DIVIDING THE ELEMENT
Agora sim entremos fértil território metálico no Zimbábue. O Dividing The Element é uma banda de Metalcore que também junta em suas composições ritmos e instrumentos típicos do país. Não chega a ser um Folk Metal, pois os instrumentos percussivos tão somente conferem um groove mais característico às músicas. Fundada em 2012, o Dividing The Element foi a primeira banda de Metal do Zimbábue a lançar um trabalho de estúdio (Munyepi, 2018) e também a primeira a cantar em Shona, um dos dezesseis idiomas oficiais do país.
NUCLEAR WINTER
One-man band formada pelo músico Gary Stautmeister. O som do Nuclear Winter transita pelo Death Metal melódico até o Metal Industrial com alguns elementos aqui ou acolá de Deathcore. A banda possui em sua discografia o full-length Night Shift, lançado em 2019, e está prestes a lançar o seu segundo EP, StormScapes, que tem previsão de lançamento oficial para o mês de julho pelo selo MMD Black. Stautmeister costuma explorar a ousadia de seu projeto gravando cover de músicas conhecidas do cancioneiro Pop mundial. A popularíssima Africa, do Toto, e o clássico da House Music What is Love, do Haddaway, já ganharam versões metálicas criadas pelo Nuclear Winter. Ainda, a banda é a única do Zimbábue que está cadastrada no conservador rol Encyclopaedia Metallum.
ACID TEARS
Dentre as bandas de Metal que este pesquisador conseguiu encontrar no Zimbábue, o Acid Tears possui a sonoridade mais acessível. Seu som é um Hard n’ Heavy que é temperado com algumas doses de modernidade que residem em alguns vocais guturais e em afinações baixas. O Acid Tears foi fundado em 2014 e havia notícias de que eles estavam preparando um álbum de estúdio em 2018, mas até agora tudo que o Acid Tears tem disponibilizado é o single Drowning.

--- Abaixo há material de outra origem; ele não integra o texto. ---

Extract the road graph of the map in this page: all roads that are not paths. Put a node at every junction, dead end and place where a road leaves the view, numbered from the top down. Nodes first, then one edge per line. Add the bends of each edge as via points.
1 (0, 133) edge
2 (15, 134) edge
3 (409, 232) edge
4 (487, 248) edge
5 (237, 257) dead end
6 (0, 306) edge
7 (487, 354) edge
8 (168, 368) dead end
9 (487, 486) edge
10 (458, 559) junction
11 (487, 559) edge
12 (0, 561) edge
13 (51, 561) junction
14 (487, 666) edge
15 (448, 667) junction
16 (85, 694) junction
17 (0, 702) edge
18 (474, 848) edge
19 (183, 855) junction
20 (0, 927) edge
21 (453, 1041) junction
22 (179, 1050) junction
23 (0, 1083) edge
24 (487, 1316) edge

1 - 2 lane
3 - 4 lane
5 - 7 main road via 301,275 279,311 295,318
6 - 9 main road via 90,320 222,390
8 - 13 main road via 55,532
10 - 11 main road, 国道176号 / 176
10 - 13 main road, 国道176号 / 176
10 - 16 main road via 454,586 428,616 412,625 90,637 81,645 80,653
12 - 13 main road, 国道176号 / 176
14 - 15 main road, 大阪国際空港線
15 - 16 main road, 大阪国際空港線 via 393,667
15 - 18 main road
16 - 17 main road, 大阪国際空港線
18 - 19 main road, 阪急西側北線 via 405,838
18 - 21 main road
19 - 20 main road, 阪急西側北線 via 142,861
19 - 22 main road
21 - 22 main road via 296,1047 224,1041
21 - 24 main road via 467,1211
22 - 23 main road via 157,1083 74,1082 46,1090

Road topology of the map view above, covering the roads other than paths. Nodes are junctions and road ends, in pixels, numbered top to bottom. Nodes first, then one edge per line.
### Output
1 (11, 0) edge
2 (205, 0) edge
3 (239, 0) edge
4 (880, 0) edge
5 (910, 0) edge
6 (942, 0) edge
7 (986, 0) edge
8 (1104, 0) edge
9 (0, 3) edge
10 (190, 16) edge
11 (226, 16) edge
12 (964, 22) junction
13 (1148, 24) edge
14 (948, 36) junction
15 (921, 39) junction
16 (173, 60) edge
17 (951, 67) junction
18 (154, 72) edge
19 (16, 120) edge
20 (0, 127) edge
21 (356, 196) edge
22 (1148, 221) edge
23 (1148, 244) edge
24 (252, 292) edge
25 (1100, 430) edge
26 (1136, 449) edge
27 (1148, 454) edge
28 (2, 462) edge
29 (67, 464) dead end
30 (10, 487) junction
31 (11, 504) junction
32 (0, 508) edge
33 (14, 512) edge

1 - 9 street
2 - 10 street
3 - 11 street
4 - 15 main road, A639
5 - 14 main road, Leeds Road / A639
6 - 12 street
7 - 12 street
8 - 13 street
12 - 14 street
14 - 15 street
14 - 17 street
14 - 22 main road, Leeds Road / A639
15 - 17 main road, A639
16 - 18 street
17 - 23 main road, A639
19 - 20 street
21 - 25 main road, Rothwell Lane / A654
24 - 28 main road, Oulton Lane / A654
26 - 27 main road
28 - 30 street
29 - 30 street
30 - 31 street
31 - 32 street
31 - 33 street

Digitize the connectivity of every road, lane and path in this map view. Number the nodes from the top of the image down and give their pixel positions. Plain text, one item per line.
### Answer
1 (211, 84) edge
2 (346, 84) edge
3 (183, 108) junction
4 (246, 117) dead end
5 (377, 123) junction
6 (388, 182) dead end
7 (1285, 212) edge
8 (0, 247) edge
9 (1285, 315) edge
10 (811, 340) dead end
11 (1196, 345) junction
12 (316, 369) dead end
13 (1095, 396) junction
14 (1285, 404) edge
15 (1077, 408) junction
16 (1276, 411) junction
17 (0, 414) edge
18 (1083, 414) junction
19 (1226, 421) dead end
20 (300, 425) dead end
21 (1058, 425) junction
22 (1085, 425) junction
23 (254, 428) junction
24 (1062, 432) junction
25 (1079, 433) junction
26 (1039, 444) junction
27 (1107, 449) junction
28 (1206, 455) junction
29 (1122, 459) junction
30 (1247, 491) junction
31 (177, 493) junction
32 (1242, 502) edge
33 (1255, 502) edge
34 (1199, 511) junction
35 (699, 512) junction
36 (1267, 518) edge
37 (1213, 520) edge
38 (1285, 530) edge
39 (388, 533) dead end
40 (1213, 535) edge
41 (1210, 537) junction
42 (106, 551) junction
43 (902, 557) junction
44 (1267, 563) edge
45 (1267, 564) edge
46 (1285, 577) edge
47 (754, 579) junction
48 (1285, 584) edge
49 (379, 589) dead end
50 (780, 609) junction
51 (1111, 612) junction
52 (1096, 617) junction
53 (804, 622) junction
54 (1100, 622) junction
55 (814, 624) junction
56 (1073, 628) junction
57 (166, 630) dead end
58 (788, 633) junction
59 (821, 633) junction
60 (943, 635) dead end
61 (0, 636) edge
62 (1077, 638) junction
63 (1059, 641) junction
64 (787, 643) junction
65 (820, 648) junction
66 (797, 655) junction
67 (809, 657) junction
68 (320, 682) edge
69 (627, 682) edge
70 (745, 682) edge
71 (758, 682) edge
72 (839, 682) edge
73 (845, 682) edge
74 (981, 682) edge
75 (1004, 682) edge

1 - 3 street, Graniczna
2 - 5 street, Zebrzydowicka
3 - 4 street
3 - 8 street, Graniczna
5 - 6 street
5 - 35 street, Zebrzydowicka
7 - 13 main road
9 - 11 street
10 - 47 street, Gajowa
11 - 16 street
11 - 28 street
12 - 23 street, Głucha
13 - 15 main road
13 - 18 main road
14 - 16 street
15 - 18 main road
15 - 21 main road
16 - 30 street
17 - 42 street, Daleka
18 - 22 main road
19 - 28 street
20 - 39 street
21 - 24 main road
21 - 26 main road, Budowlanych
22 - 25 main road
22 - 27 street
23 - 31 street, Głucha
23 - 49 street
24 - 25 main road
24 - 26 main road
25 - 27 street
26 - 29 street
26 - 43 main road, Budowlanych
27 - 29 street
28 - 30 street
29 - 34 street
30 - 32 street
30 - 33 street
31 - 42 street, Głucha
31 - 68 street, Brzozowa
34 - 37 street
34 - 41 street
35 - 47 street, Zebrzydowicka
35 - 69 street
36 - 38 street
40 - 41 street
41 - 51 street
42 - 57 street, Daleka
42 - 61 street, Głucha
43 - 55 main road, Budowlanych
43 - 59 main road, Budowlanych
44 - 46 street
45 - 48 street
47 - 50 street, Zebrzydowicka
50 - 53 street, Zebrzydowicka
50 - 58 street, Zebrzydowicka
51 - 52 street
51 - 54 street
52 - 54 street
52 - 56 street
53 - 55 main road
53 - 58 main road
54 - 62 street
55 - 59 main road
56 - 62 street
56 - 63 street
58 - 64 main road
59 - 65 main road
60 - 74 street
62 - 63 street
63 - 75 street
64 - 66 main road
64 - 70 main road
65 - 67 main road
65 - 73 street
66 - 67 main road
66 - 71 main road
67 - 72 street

Por hoje basta. Estas seis bandas nos dão um panorama de como surgiu e de como sobrevive o Rock zimbabuano. A página do Facebook Rock Music Zimbabwe costuma sempre apresentar novidades da cena Rock local e também mostra coisas interessantes que surgem em outros países africanos. Se você ficou curioso em conhecer mais sobre o Rock do Zimbábue, vale a pena dar uma sacada nesta página.
Encerramos aqui o capítulo de hoje do HEAVY METAL PELO MUNDO. Na semana que vem, Jéssica Alves assumirá o comando desta valiosa esquadra e nos conduzirá até outro país de pouca ou até mesmo inusitada tradição no Rock e no Metal. Até lá!